Rep. Babin Re-Introduces Criminal Alien Deportation Enforcement Act
Bill Halts Foreign Aid and Travel Visas to Any Country that Refuses to Take Back Their Citizens
Washington, January 10, 2017
Tags: Immigration Enforcement
“President-elect Donald Trump has announced that deporting the roughly 2 million criminal aliens in our country would be a top priority for his presidency – and this legislation is a critical component to any such effort.” – Rep. Brian Babin (R-TX)
Washington, DC – On the first day of the 115th Congress, U.S. Rep. Brian Babin (R-TX) reintroduced his Criminal Alien Deportation Enforcement Act (H.R. 82), a common-sense bill that will withhold foreign aid and travel visas from any country that refuses to take back one their citizens who has been criminally detained and ordered to be deported from the United States. Last Congress, the legislation (H.R. 5224) received over 50 co-sponsors, including one Democrat.
Under President-elect Trump, the bill faces renewed interest as he has voiced his strong support for punishing countries that refuse to accept deportations. The President-elect states in his ten-point immigration plan that we need to “Ensure that other countries take their people back when we order them deported.”
“There is absolutely no reason that criminal aliens should be released back onto America’s streets, yet that is exactly what is happening by the thousands each and every year because their countries of origin refuse to take them back,” said Rep. Babin. “My bill upholds the rule of law and holds these countries accountable by stripping their foreign aid and travel visas if they fail to cooperate. President-elect Donald Trump has announced that deporting the roughly 2 million criminal aliens in our country would be a top priority for his presidency – and this legislation is a critical component to any such effort.”
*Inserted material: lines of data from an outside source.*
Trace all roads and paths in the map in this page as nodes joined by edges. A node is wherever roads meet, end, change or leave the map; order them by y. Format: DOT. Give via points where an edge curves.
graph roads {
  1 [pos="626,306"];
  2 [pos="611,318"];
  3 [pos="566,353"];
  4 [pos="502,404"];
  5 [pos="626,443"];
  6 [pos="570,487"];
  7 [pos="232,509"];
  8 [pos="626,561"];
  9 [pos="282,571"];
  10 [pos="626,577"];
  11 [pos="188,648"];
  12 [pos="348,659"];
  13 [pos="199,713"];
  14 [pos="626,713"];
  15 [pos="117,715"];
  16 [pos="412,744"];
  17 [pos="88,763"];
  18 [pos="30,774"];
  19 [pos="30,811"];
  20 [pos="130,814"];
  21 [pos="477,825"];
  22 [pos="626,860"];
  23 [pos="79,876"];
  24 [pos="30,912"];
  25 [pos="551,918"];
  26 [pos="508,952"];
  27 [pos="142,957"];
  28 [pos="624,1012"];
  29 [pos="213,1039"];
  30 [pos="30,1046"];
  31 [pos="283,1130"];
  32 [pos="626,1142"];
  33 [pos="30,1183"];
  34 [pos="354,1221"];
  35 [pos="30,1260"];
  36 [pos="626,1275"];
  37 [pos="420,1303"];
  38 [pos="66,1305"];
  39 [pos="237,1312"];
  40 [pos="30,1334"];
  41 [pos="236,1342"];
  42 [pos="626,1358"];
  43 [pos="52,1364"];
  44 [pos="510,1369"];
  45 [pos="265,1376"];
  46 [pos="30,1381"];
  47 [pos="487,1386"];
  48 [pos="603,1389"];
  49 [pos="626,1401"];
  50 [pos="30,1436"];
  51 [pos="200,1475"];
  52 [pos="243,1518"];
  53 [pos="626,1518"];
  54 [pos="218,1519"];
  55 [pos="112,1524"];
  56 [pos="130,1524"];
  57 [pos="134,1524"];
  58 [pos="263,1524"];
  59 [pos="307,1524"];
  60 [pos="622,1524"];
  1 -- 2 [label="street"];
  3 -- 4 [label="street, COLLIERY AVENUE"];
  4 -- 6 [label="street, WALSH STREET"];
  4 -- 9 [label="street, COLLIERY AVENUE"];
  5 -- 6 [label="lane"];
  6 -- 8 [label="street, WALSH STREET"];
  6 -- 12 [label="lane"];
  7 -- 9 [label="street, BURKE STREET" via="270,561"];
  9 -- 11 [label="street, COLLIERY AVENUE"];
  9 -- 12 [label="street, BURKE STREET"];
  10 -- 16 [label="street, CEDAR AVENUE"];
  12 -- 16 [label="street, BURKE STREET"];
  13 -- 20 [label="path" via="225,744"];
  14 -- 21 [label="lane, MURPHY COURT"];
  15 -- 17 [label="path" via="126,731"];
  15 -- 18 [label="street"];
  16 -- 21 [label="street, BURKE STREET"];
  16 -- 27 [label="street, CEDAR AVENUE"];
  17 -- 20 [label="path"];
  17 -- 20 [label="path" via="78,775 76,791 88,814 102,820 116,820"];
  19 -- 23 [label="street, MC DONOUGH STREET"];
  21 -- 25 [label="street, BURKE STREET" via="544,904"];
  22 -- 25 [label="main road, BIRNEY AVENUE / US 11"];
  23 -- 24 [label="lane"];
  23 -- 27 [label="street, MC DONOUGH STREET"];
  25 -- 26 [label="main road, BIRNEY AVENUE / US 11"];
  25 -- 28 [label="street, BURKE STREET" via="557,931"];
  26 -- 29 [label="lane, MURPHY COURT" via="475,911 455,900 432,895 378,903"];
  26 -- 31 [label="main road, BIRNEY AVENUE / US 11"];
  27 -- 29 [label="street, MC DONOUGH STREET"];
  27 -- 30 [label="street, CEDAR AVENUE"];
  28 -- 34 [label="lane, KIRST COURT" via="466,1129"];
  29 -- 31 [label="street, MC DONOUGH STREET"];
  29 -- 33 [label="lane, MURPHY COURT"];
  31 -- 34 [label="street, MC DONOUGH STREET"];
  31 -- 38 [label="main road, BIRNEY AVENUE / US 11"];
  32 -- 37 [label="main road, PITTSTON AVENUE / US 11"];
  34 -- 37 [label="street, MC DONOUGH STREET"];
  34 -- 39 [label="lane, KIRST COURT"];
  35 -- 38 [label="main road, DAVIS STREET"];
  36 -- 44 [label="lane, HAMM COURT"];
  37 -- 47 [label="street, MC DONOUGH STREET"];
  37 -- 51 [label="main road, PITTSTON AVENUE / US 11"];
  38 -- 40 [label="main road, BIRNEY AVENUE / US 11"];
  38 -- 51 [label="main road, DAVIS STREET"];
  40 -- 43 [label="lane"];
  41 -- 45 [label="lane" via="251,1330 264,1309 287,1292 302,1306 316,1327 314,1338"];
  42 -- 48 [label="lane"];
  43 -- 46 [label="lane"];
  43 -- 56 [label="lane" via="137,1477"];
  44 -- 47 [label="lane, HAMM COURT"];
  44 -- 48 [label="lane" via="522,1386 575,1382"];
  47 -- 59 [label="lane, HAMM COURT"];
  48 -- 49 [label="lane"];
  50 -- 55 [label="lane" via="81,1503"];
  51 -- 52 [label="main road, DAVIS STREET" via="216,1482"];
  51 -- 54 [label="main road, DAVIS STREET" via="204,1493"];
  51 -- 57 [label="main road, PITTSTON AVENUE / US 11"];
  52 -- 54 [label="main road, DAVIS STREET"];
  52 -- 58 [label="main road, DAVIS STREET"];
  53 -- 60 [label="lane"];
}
According to a House Oversight and Government Reform Committee report, 86,288 illegal immigrants who committed 231,074 crimes were released by the Obama Administration since 2013. Among them was an illegal immigrant named Jean Jacques, whose native Haiti refused to accept him back after he served seventeen years for attempted murder. Within six months of his release from a U.S. prison, Jacques murdered Casey Chadwick, a 25 year-old young woman in Connecticut. Had Haiti been compelled to take Jacques back, Casey would be alive today.
“For the sake of Casey and thousands of other Americans who have been victimized, it is time we start putting the safety of our citizens first and stop this revolving door that is allowing dangerous criminals who should be deported back onto our streets,” said Rep. Babin.